Coincidentally, the Intergovernmental Panel on Climate Change (IPCC) will release its fourth assessment on climate change this Friday in Paris. The past three assessments (released 1990, 1995, and 2001) have asserted that human activities are driving global climate change; the fourth assessment is expected to make this assertion even more strongly.

The goal of the Museum of the Earth’s Global Change Project, consisting of a new museum exhibit, comprehensive web site, lecture series, and new educational programming, is to collect and synthesize available information on global change and present it in a straightforward, unbiased, easily-accessed format for educators, students, and members of the public. The IPCC’s assessment will help to inform PRI’s programming and content around the project.
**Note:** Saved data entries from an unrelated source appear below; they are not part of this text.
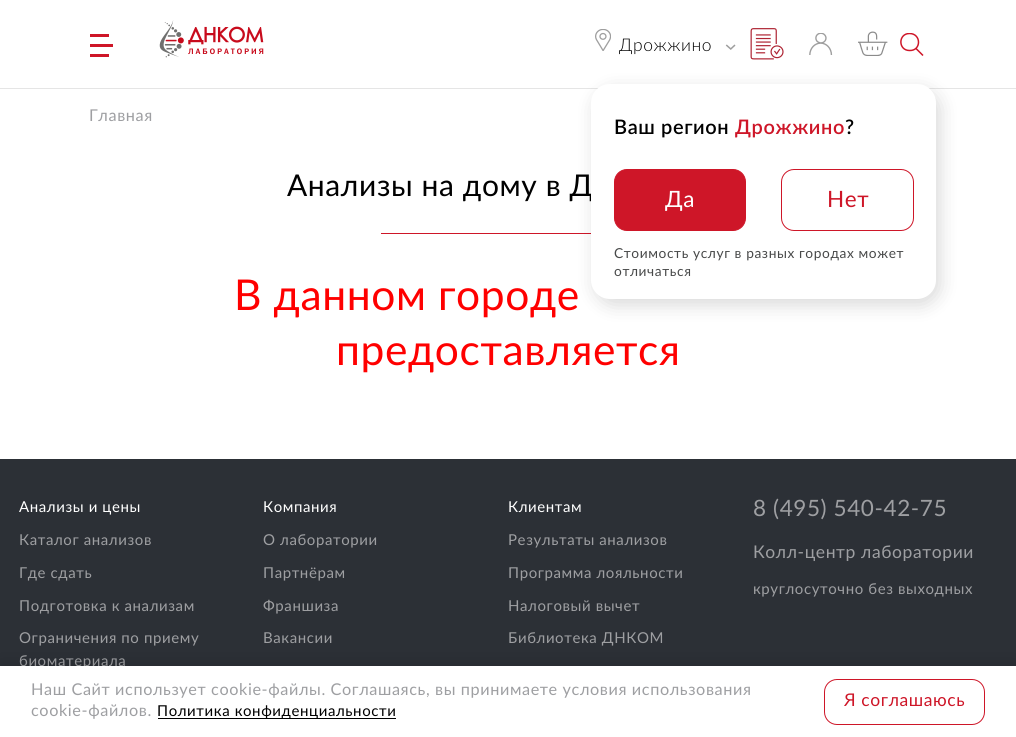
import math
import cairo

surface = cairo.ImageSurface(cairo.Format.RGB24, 1016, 737)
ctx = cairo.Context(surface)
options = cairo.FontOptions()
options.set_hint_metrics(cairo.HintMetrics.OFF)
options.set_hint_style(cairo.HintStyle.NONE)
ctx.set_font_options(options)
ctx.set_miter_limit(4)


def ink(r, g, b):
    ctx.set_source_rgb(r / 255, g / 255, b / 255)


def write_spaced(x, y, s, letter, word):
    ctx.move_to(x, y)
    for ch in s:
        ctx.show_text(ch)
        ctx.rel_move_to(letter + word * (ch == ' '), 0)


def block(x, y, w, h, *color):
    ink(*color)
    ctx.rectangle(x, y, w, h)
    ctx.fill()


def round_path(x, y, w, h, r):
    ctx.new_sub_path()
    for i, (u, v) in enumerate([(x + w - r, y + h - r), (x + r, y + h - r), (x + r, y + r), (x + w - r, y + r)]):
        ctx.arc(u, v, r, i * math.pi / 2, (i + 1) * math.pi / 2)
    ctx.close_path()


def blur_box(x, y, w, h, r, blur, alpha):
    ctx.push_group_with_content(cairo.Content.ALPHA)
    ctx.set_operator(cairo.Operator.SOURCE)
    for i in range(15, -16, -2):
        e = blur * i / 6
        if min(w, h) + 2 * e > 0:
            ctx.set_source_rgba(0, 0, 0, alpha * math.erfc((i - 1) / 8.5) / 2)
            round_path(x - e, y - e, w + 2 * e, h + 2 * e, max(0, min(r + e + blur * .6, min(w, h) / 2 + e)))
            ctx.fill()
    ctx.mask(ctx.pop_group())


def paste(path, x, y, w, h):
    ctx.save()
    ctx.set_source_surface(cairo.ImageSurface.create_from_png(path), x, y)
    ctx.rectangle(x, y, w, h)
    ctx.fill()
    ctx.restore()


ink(255, 255, 255)
ctx.paint()
ctx.select_font_face("Lato")
ctx.set_font_size(16.25)
ink(158, 159, 162)
write_spaced(89, 121, "Главная", 0.6, 0)
block(0, 88, 1016, 1, 229, 229, 229)
block(90, 34, 19, 3, 206, 22, 40)
block(90, 44, 23, 3, 206, 22, 40)
block(90, 54, 19, 3, 206, 22, 40)
paste("pic1.png", 159, 20, 105, 38)
paste("pic2.png", 750, 28, 34, 32)
paste("pic3.png", 809, 33, 24, 22)
paste("pic4.png", 858, 31, 30, 25)
ctx.save()
ctx.rectangle(900, 33, 24, 23)
ctx.clip()
ctx.new_path()
ctx.move_to(909.5, 33.5)
ctx.curve_to(921.5, 33.5, 921.5, 51, 909.5, 50.5)
ctx.curve_to(898, 50.5, 898, 33.5, 909.5, 33.5)
ctx.close_path()
ctx.move_to(915.5, 48)
ctx.line_to(923, 55.5)
ctx.set_line_width(1.5)
ctx.stroke()
ctx.restore()
paste("pic5.png", 595, 29, 16, 22)
ctx.select_font_face("Lato Light")
ctx.set_font_size(17.5)
ink(0, 0, 0)
write_spaced(619, 51, "Дрожжино", 0.6, 0)
paste("pic6.png", 725, 44, 11, 6)
block(381, 233, 210, 1, 206, 22, 40)
ink(0, 0, 0)
blur_box(595, 90, 345, 215, 19, 9.5, 0.15)
ctx.select_font_face("Lato")
ctx.set_font_size(30)
ink(0, 0, 0)
write_spaced(287, 196, "Анализы на дому в Д", 0.6, 0)
ink(255, 255, 255)
round_path(591, 84, 345, 215, 19)
ctx.fill()
ctx.select_font_face("Lato SemiBold")
ctx.set_font_size(20)
ink(0, 0, 0)
write_spaced(614, 134, "Ваш регион", 0.6, 0)
ink(206, 22, 40)
write_spaced(735, 134, "Дрожжино", 0.6, 0)
ink(0, 0, 0)
write_spaced(845, 134, "?", 0.6, 0)
ink(206, 22, 40)
round_path(614.5, 169.5, 131, 61, 12.5)
ctx.fill_preserve()
ctx.set_line_width(1)
ctx.stroke()
ctx.select_font_face("Lato")
ctx.set_font_size(22.5)
ink(255, 255, 255)
write_spaced(665, 207, "Да", 0.6, 0)
round_path(781.5, 169.5, 132, 61, 12.5)
ink(206, 22, 40)
ctx.stroke()
write_spaced(827, 207, "Нет", 0.6, 0)
ctx.set_font_size(13.75)
ink(72, 73, 73)
write_spaced(614, 258, "Стоимость услуг в разных городах может", 0.6, 0)
write_spaced(614, 276, "отличаться", 0.6, 0)
ctx.set_font_size(42.5)
ink(255, 0, 0)
write_spaced(234, 310, "В данном городе", 0.6, 0)
write_spaced(336, 365, "предоставляется", 0.6, 0)
block(0, 459, 1016, 207, 44, 48, 54)
ctx.set_font_size(15)
ink(255, 255, 255)
write_spaced(19, 512, "Анализы и цены", 0.6, 0)
ink(158, 159, 162)
write_spaced(19, 545, "Каталог анализов", 0.6, 0)
write_spaced(19, 578, "Где сдать", 0.6, 0)
write_spaced(19, 611, "Подготовка к анализам", 0.6, 0)
write_spaced(19, 643, "Ограничения по приему", 0.6, 0)
write_spaced(19, 666, "биоматериала", 0.6, 0)
ink(255, 255, 255)
write_spaced(263, 512, "Компания", 0.6, 0)
ink(158, 159, 162)
write_spaced(263, 545, "О лаборатории", 0.6, 0)
write_spaced(263, 578, "Партнёрам", 0.6, 0)
write_spaced(263, 611, "Франшиза", 0.6, 0)
write_spaced(263, 643, "Вакансии", 0.6, 0)
ink(255, 255, 255)
write_spaced(508, 512, "Клиентам", 0.6, 0)
ink(158, 159, 162)
write_spaced(508, 545, "Результаты анализов", 0.6, 0)
write_spaced(508, 578, "Программа лояльности", 0.6, 0)
write_spaced(508, 611, "Налоговый вычет", 0.6, 0)
write_spaced(508, 643, "Библиотека ДНКОМ", 0.6, 0)
ctx.set_font_size(22.5)
write_spaced(753, 516, "8 (495) 540-42-75", 0.6, 0)
ctx.set_font_size(17.5)
write_spaced(753, 558, "Колл-центр лаборатории", 0.6, 0)
ctx.set_font_size(15)
write_spaced(753, 594, "круглосуточно без выходных", 0.6, 0)
ink(0, 0, 0)
blur_box(0, 661, 1016, 72, 0, 7.5, 0.1)
block(0, 666, 1016, 71, 255, 255, 255)
ctx.set_font_size(16.25)
ink(158, 159, 162)
write_spaced(31, 695, "Наш Сайт использует cookie-файлы. Соглашаясь, вы принимаете условия использования", 0.6, 0)
write_spaced(31, 716, "cookie-файлов.", 0.6, 0)
block(158, 718, 238, 1, 0, 0, 0)
ctx.set_font_size(15)
write_spaced(157, 716, "Политика конфиденциальности", 0.6, 0)
round_path(824.5, 679.5, 160, 45, 12.5)
ink(206, 22, 40)
ctx.stroke()
ctx.set_font_size(17.5)
write_spaced(844, 706, "Я соглашаюсь", 0.6, 0)
surface.write_to_png("screenshot.png")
“The Museum of the Earth is all about the history of Earth systems and how they work,” said Rob Ross, Director of Education at PRI. “At PRI, we think one of the most important things we can do is increase public awareness about the remarkable rate of today’s human-induced Earth system change.”

The web site, scheduled to go live on March 1 (www.priweb.org/globalchange.html), will focus on climate change and biodiversity loss, and will explain how these elements of our environment have changed through time, how they are changing now, what the future might look like, and how humans are affecting these changes. The site will include a section for educators, providing activities, materials and resources available for different age levels on the topic of global change.

The exhibit is scheduled to open to the public on Earth Day, April 22, as part of the Museum's annual Earth Day celebrations, and will be interactive, encouraging visitors to learn about climate change and how different forms of energy, e.g. coal, wind, and solar, affect the environment.